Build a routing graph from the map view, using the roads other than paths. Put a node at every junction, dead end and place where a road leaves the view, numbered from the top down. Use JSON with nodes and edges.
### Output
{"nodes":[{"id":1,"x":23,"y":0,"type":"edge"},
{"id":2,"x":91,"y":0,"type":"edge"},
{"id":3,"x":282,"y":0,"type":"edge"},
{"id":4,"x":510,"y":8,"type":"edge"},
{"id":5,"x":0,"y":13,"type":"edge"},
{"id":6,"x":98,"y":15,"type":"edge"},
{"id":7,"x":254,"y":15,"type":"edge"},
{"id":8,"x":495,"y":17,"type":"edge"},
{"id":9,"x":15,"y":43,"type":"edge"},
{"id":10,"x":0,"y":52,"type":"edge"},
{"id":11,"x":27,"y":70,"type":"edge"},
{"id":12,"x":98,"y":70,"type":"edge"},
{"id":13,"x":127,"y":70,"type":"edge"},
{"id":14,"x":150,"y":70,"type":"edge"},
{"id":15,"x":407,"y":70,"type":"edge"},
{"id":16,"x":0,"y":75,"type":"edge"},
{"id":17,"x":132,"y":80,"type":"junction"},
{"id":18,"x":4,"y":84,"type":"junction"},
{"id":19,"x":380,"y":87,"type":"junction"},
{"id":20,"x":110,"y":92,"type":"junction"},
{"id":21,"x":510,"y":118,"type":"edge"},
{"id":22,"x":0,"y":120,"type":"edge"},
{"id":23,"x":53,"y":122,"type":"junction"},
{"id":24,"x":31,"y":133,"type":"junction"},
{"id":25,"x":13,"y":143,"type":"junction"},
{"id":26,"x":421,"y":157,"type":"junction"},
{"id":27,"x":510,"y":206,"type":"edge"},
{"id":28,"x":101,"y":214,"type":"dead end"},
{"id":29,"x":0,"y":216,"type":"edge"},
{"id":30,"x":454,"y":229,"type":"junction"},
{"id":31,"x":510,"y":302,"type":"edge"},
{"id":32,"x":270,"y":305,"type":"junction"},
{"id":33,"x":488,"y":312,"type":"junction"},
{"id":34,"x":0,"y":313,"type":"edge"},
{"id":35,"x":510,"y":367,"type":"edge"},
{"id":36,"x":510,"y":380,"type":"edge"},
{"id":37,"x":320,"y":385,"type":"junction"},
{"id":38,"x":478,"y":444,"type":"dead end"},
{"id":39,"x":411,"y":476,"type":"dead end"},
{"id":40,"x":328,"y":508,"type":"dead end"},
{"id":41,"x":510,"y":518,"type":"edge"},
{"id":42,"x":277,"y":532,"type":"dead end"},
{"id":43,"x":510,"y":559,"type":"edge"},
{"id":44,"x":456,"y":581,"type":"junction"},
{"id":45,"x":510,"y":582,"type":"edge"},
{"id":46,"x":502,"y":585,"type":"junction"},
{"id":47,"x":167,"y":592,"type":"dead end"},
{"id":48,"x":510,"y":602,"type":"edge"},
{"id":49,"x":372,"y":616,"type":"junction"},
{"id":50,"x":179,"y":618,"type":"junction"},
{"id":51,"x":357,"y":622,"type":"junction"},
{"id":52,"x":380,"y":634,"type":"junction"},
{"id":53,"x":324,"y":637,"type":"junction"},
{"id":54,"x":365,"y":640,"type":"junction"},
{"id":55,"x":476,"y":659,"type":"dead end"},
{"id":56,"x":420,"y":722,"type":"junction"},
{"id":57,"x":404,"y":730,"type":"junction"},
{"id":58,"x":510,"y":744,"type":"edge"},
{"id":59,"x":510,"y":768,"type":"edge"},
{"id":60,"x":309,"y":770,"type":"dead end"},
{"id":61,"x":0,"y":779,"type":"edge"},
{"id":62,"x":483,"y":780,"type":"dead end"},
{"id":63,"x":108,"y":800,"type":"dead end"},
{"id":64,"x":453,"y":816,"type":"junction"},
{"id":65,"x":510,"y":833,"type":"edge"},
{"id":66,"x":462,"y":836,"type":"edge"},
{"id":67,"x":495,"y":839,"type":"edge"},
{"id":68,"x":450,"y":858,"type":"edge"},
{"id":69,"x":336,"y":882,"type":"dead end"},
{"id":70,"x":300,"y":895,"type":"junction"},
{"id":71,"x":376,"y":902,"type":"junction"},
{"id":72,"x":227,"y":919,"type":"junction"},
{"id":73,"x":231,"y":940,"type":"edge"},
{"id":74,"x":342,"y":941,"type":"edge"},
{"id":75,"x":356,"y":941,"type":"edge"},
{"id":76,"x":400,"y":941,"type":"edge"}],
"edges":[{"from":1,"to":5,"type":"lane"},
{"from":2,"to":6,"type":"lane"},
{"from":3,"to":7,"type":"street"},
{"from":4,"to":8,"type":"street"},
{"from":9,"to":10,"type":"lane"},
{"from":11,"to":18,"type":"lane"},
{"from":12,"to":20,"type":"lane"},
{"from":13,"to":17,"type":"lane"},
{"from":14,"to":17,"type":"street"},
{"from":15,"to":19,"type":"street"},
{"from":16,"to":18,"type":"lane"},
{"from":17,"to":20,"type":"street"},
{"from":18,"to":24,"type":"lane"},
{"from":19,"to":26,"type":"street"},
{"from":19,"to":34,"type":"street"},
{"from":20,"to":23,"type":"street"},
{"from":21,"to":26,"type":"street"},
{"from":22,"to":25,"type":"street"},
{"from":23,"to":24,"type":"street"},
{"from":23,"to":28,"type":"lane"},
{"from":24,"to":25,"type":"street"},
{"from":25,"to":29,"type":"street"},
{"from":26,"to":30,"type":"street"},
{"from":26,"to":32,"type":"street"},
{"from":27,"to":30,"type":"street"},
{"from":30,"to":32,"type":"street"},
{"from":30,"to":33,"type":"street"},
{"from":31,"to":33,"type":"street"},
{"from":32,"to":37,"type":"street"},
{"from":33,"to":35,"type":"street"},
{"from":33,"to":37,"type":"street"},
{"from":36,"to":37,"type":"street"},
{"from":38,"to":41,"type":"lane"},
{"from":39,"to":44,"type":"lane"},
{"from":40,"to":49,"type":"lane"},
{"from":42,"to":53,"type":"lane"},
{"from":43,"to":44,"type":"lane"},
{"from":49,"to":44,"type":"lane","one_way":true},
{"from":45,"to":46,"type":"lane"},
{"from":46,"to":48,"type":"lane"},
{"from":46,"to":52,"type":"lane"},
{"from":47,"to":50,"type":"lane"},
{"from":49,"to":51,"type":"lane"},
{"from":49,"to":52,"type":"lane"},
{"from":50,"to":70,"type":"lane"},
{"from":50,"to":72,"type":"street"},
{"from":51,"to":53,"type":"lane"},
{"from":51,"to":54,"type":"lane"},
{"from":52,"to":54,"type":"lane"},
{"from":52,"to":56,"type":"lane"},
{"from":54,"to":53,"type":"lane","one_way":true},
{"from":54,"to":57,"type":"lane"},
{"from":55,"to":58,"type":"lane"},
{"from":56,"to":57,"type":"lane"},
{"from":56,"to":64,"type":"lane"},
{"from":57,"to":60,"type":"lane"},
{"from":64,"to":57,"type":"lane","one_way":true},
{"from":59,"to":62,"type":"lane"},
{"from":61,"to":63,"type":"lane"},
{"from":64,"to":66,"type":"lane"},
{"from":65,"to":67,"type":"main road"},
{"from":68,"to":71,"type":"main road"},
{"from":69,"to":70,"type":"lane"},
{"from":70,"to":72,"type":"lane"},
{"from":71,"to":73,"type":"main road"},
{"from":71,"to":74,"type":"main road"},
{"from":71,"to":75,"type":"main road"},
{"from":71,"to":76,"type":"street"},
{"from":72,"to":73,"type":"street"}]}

=======

Directions for this task: Would you please copy each line of the listing that contains the word "edges"?

Result of this exercise:
Build a routing graph from the map view, using the roads other than paths. Put a node at every junction, dead end and place where a road leaves the view, numbered from the top down. Use JSON with nodes and edges.
"edges":[{"from":1,"to":5,"type":"lane"},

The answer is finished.